Each version of the License is given a distinguishing version number. If the Document specifies that a particular numbered version of this License "or any later version" applies to it, you have the option of following the terms and conditions either of that specified version or of any later version that has been published (not as a draft) by the Free Software Foundation. If the Document does not specify a version number of this License, you may choose any version ever published (not as a draft) by the Free Software Foundation.

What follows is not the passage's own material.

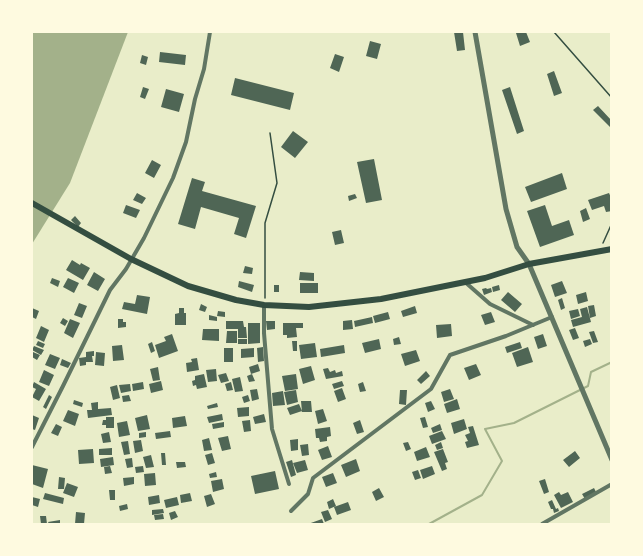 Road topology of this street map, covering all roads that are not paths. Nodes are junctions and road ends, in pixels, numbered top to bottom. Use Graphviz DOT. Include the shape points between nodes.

Copyright (c) YEAR YOUR NAME.
Permission is granted to copy, distribute and/or modify this document
under the terms of the GNU Free Documentation License, Version 1.2
or any later version published by the Free Software Foundation;
with no Invariant Sections, no Front-Cover Texts, and no Back-Cover Texts.
A copy of the license is included in the section entitled “GNU
Free Documentation License”.

If you have Invariant Sections, Front-Cover Texts and Back-Cover Texts, replace the “with...Texts.” line with this:

with the Invariant Sections being LIST THEIR TITLES, with the
Front-Cover Texts being LIST, and with the Back-Cover Texts being LIST.

If you have Invariant Sections without Cover Texts, or some other combination of the three, merge those two alternatives to suit the situation.

If your document contains nontrivial examples of program code, we recommend releasing these examples in parallel under your choice of free software license, such as the GNU General Public License, to permit their use in free software.